Os oceanos estão mais ácidos agora do que estiveram nos últimos 26 mil anos, alertou o director de trabalhos da Organização Meteorológica Mundial (OMM), Johan Stander. Os cientistas sentem que um dos problemas é a dificuldade no acesso a dados. “Não podemos agir se não entendermos o problema e não podemos perceber aquilo que não conseguimos medir”, asseverou.

Mais de 90% da temperatura gerada por gases com efeito de estufa é absorvida pelo oceano. Só que essa absorção não é feita sem custos nem riscos: contribui para o aquecimento dos oceanos, para a sua acidificação e perda de oxigénio.
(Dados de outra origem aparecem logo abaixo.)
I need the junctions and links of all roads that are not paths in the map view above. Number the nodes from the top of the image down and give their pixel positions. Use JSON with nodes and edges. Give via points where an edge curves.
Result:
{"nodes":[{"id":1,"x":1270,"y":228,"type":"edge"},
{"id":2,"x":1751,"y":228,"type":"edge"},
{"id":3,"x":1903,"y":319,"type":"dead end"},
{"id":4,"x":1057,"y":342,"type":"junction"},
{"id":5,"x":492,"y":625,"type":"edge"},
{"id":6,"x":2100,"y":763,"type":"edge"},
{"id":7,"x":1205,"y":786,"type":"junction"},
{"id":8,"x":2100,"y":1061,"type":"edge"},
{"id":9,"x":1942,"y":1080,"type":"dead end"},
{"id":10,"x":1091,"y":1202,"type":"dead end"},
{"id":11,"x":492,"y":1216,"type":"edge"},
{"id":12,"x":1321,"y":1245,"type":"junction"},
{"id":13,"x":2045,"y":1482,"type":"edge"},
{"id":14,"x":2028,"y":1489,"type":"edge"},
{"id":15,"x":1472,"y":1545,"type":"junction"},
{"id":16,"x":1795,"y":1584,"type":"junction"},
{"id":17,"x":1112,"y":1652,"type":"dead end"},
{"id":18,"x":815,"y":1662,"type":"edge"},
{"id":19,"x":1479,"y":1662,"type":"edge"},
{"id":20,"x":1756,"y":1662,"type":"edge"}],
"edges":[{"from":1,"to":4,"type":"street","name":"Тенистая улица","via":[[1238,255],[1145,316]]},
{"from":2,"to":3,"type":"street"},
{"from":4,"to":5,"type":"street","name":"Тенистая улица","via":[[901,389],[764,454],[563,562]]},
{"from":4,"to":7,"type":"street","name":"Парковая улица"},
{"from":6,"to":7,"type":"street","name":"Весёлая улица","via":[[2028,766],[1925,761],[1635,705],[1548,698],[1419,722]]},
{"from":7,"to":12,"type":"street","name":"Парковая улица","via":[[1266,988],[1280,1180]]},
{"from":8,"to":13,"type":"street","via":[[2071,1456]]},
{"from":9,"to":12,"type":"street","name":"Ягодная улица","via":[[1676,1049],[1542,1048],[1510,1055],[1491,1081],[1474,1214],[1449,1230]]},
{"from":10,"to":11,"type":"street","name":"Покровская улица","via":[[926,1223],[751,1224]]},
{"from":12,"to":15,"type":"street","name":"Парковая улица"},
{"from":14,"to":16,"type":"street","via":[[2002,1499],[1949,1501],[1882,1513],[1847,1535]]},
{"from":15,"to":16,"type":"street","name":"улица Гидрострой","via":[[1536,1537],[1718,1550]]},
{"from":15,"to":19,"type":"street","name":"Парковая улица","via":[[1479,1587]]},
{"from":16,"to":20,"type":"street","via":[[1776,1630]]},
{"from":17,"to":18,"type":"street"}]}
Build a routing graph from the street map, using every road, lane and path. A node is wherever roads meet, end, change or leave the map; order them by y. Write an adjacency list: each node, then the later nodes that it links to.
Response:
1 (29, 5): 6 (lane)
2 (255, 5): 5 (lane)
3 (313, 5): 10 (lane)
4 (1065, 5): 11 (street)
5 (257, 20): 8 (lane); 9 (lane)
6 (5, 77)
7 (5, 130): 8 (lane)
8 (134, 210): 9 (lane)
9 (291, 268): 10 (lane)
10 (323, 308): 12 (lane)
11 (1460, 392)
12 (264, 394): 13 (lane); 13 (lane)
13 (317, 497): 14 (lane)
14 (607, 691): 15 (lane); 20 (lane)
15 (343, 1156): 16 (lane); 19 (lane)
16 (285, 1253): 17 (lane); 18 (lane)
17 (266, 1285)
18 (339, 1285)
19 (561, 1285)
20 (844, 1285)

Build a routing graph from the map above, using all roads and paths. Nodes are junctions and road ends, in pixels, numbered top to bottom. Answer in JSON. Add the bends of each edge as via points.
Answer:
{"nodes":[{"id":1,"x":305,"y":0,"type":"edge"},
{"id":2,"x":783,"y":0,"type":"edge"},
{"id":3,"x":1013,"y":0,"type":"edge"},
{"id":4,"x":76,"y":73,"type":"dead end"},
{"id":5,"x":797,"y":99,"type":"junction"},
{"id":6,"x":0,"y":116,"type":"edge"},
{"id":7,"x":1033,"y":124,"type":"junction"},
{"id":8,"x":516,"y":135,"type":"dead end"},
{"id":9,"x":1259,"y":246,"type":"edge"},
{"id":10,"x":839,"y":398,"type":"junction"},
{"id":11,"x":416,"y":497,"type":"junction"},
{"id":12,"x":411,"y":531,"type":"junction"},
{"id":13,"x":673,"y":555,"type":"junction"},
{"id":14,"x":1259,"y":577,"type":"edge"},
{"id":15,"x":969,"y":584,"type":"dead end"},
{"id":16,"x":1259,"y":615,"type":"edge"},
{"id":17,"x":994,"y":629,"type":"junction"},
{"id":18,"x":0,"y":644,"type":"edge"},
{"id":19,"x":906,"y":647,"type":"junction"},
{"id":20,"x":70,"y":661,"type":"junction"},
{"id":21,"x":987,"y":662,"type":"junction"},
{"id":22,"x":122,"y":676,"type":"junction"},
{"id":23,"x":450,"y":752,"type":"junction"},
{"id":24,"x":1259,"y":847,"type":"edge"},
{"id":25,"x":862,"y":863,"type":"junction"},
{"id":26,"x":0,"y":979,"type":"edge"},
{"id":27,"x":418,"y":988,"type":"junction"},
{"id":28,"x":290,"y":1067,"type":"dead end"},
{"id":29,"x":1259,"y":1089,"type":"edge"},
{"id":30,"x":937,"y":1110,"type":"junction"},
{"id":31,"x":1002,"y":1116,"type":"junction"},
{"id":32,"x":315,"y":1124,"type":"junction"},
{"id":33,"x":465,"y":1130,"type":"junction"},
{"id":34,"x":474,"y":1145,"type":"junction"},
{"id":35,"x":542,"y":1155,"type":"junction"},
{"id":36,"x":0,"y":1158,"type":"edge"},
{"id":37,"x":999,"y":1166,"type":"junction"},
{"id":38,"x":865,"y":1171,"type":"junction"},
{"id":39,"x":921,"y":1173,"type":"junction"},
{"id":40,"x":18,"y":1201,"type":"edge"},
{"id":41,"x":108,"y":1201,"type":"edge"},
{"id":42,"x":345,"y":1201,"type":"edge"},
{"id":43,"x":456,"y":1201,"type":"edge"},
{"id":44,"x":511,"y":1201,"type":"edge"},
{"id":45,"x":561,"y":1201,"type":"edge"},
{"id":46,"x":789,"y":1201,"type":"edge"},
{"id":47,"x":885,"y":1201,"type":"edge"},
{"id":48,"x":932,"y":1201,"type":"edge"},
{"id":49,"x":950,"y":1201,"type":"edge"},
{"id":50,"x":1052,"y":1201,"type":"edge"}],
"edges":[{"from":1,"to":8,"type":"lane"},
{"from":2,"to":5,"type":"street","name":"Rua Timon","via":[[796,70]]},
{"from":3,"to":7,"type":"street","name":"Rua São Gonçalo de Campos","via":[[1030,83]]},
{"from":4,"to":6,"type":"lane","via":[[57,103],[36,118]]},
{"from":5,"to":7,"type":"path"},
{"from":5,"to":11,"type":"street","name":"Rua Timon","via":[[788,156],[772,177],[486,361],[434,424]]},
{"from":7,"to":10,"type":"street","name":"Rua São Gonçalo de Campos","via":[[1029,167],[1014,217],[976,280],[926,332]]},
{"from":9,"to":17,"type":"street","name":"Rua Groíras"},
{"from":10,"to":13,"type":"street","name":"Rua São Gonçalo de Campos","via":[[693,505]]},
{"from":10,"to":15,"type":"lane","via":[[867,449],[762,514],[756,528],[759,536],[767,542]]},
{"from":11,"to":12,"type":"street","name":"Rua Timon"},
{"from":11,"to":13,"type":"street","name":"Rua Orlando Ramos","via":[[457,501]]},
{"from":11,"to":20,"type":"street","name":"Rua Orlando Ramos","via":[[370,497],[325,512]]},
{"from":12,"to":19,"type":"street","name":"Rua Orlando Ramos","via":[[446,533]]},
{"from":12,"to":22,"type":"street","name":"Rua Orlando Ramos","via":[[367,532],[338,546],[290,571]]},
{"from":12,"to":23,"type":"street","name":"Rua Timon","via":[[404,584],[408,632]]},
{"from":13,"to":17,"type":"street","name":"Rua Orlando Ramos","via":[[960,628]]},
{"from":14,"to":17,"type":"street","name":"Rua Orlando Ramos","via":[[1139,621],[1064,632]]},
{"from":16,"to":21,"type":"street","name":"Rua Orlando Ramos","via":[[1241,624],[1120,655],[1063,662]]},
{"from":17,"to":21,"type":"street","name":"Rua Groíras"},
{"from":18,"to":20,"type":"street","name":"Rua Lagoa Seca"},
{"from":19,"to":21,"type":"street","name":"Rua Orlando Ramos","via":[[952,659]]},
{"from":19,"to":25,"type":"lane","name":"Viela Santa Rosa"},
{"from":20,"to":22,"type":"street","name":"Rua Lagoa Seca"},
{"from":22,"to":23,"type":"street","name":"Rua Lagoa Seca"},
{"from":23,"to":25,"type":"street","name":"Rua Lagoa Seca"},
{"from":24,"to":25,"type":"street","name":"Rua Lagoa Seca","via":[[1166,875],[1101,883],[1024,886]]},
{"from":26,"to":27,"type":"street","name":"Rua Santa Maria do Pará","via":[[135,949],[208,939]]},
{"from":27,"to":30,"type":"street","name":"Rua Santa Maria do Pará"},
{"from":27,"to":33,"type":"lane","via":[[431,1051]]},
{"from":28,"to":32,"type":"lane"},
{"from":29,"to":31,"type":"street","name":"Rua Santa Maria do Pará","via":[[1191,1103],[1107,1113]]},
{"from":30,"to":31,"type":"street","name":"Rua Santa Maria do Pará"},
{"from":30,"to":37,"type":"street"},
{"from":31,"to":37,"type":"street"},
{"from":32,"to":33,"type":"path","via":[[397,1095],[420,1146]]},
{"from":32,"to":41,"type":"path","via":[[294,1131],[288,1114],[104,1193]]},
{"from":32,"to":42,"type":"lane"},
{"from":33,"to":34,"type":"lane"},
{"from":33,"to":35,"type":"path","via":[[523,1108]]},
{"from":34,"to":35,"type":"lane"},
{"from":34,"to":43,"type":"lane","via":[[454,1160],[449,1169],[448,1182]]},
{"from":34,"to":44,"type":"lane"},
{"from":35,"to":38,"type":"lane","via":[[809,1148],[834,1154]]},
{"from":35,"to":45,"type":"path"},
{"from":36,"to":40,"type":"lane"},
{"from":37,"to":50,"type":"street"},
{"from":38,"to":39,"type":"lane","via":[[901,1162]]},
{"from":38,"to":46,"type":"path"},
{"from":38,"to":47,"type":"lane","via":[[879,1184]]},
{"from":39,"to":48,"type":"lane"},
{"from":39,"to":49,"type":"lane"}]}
Com cada vez mais dióxido de carbono nas águas (que se dissolve e forma ácido carbónico), o oceano vai-se tornando cada vez mais ácido – o que é perigoso para a vida marinha, sobretudo para os animais que têm carapaças ou conchas.

Há um problema chamado “eutrofização”, que se traduz numa quantidade excessiva de nutrientes nas águas, e que causa vários danos, como a morte de alguns animais e o crescimento exagerado de espécies invasoras. Cada vez mais existem “zonas mortas” no oceano, em que a concentração de oxigénio não chega para permitir a existência de vida marinha.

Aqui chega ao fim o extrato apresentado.